▶ **Description of the task**
Which of the lines in the listing that follows hold "Leopoldo"? Pull each one out.

▶ **Source information**
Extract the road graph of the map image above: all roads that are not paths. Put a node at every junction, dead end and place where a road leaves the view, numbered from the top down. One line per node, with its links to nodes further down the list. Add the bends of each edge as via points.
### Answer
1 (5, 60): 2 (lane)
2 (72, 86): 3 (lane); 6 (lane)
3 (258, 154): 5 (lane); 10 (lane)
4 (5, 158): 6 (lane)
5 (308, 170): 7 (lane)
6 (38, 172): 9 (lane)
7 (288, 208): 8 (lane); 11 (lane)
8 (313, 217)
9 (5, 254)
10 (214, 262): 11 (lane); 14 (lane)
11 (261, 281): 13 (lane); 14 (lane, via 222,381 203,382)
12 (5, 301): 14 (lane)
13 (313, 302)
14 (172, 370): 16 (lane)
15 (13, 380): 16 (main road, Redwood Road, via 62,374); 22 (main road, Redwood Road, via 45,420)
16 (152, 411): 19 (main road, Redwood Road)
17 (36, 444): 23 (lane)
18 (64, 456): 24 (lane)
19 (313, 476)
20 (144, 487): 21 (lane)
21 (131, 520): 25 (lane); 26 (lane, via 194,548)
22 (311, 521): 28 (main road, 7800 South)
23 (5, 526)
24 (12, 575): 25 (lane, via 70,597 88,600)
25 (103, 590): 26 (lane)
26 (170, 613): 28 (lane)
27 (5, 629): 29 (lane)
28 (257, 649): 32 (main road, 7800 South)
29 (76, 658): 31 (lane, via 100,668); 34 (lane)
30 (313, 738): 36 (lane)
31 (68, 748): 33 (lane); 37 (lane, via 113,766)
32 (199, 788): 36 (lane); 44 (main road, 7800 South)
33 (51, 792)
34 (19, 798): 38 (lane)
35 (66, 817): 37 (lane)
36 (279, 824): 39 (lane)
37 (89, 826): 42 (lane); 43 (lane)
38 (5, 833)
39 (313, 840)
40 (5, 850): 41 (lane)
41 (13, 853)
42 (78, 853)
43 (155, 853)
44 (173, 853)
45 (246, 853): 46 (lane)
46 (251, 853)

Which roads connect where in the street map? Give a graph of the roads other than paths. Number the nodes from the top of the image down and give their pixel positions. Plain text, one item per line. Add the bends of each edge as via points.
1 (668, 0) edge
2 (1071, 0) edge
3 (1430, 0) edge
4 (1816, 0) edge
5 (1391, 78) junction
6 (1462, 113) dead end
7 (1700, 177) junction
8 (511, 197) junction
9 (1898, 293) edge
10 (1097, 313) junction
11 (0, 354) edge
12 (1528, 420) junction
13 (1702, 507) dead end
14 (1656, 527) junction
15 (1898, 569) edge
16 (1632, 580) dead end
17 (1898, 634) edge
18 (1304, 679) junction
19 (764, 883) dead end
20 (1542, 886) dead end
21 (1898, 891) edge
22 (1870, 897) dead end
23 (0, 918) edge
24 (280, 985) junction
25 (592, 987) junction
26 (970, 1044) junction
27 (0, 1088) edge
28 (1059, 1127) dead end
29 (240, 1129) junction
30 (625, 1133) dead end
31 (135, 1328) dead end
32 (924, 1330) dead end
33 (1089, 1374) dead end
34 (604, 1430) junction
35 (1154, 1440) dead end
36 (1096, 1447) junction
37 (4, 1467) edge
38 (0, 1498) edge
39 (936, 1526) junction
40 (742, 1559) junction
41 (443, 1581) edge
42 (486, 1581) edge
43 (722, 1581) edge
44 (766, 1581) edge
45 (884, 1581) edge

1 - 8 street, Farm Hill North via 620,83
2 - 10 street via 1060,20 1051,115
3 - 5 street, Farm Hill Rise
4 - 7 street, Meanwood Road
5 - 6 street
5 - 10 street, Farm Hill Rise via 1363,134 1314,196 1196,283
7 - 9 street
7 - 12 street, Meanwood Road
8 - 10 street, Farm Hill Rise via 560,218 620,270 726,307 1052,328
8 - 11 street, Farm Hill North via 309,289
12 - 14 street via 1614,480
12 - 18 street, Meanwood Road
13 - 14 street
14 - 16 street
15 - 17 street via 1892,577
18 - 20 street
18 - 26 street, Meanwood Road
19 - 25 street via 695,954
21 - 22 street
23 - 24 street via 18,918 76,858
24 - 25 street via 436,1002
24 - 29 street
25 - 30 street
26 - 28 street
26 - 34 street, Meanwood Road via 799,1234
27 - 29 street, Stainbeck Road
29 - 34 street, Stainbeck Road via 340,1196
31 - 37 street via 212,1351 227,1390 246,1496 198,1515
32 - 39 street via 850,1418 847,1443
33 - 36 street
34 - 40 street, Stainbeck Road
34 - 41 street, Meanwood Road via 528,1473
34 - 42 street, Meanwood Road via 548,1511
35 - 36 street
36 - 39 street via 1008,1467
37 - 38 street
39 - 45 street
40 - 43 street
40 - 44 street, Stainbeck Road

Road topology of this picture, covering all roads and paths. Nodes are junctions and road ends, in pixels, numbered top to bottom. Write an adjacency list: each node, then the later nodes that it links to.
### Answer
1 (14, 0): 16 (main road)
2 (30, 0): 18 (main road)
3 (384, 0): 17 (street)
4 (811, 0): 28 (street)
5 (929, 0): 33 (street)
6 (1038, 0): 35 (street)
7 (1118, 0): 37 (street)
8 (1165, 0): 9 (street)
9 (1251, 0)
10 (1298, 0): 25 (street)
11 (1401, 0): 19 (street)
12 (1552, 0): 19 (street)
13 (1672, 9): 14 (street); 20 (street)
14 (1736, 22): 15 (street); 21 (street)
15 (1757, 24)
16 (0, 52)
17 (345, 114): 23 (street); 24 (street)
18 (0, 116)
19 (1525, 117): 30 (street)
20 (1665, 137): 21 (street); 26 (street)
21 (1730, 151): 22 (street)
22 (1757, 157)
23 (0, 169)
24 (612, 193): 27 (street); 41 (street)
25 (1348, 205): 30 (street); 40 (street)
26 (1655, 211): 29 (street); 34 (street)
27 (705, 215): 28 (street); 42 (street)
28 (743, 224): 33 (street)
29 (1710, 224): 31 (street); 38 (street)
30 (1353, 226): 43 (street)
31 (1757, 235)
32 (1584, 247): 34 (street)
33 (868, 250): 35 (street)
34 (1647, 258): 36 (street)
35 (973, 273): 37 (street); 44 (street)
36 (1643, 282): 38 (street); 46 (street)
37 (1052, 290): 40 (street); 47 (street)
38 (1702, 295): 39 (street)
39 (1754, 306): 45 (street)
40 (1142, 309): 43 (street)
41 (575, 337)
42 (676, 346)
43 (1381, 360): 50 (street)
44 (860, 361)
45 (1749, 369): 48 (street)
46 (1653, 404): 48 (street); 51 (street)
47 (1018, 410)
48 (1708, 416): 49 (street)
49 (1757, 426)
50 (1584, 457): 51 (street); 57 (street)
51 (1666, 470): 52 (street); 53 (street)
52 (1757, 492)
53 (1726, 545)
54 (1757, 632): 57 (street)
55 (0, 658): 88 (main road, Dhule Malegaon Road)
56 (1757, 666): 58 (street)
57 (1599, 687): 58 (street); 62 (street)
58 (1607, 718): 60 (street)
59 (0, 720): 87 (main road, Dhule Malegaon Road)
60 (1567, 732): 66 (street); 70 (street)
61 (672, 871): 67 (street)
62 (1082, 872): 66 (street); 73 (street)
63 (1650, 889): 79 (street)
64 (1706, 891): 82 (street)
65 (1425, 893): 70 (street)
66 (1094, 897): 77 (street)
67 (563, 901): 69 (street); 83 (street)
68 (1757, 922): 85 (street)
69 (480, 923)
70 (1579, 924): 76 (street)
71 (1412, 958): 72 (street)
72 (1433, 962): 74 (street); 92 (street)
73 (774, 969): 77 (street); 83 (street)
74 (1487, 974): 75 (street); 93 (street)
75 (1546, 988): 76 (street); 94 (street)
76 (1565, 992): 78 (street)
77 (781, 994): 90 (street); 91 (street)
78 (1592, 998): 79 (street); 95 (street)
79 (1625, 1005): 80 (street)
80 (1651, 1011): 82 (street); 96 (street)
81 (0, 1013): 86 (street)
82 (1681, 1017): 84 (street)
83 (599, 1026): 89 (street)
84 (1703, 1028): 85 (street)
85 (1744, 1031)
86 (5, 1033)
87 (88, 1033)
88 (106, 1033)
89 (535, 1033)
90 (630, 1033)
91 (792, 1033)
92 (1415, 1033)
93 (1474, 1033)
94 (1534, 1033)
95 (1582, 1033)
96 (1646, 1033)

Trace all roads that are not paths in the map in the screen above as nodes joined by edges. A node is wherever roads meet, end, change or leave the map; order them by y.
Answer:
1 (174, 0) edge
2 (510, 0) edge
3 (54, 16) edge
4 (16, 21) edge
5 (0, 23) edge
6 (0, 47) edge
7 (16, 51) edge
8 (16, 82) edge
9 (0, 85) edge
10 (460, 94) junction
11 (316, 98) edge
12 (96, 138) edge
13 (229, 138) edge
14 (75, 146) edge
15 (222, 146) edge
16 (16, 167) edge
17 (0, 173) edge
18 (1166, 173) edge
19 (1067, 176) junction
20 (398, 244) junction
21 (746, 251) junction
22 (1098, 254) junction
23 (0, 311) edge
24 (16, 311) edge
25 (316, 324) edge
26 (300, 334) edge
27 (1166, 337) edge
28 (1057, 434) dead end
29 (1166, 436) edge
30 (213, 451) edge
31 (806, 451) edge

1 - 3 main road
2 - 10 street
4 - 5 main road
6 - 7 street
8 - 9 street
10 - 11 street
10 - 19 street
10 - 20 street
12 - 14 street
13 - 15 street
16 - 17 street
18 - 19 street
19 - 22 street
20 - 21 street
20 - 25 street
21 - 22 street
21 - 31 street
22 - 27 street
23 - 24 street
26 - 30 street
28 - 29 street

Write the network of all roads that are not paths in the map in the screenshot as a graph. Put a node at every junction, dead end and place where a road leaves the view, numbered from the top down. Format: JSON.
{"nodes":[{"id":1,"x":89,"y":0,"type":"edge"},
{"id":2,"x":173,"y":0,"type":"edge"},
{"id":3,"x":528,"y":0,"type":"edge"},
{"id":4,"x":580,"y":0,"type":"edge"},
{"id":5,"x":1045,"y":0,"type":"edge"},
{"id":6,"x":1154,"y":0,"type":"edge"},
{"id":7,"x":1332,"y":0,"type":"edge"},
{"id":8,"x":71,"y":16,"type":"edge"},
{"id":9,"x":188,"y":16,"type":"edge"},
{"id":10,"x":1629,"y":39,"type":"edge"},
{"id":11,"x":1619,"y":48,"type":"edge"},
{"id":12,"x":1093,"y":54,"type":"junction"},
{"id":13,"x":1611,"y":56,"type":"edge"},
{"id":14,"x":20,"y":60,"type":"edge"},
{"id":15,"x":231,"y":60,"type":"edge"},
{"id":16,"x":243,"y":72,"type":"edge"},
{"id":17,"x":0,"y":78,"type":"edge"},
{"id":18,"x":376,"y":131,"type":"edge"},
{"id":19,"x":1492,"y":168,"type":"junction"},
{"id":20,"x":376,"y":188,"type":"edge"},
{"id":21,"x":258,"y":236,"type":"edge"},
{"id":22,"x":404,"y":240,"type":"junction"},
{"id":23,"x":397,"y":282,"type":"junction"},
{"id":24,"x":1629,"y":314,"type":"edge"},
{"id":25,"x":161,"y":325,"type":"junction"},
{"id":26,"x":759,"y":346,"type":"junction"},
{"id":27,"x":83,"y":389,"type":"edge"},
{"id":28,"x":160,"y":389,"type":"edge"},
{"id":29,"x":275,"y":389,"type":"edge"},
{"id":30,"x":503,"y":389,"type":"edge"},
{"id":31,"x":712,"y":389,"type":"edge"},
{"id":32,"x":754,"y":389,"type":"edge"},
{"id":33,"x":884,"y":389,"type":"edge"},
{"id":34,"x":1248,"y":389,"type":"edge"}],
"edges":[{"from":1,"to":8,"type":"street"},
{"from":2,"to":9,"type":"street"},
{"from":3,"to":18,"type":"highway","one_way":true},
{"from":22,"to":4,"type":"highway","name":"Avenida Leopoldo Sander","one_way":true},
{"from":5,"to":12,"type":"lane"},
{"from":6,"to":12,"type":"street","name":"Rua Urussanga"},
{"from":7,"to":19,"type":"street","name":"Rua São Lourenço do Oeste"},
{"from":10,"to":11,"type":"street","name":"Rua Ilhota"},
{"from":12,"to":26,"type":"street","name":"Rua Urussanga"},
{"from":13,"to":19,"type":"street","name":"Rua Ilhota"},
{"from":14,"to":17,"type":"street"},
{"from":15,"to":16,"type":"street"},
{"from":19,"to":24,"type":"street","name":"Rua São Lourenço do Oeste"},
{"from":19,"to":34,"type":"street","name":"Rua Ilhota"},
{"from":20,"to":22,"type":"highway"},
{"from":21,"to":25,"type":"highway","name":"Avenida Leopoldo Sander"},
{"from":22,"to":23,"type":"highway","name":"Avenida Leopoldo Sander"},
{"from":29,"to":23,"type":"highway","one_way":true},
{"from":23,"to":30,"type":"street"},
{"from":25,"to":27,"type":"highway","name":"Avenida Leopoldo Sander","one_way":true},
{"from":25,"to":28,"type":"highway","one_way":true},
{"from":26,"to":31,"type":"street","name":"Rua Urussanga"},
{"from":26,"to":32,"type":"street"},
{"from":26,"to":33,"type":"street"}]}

▶ **Written solution**
{"from":22,"to":4,"type":"highway","name":"Avenida Leopoldo Sander","one_way":true},
{"from":21,"to":25,"type":"highway","name":"Avenida Leopoldo Sander"},
{"from":22,"to":23,"type":"highway","name":"Avenida Leopoldo Sander"},
{"from":25,"to":27,"type":"highway","name":"Avenida Leopoldo Sander","one_way":true},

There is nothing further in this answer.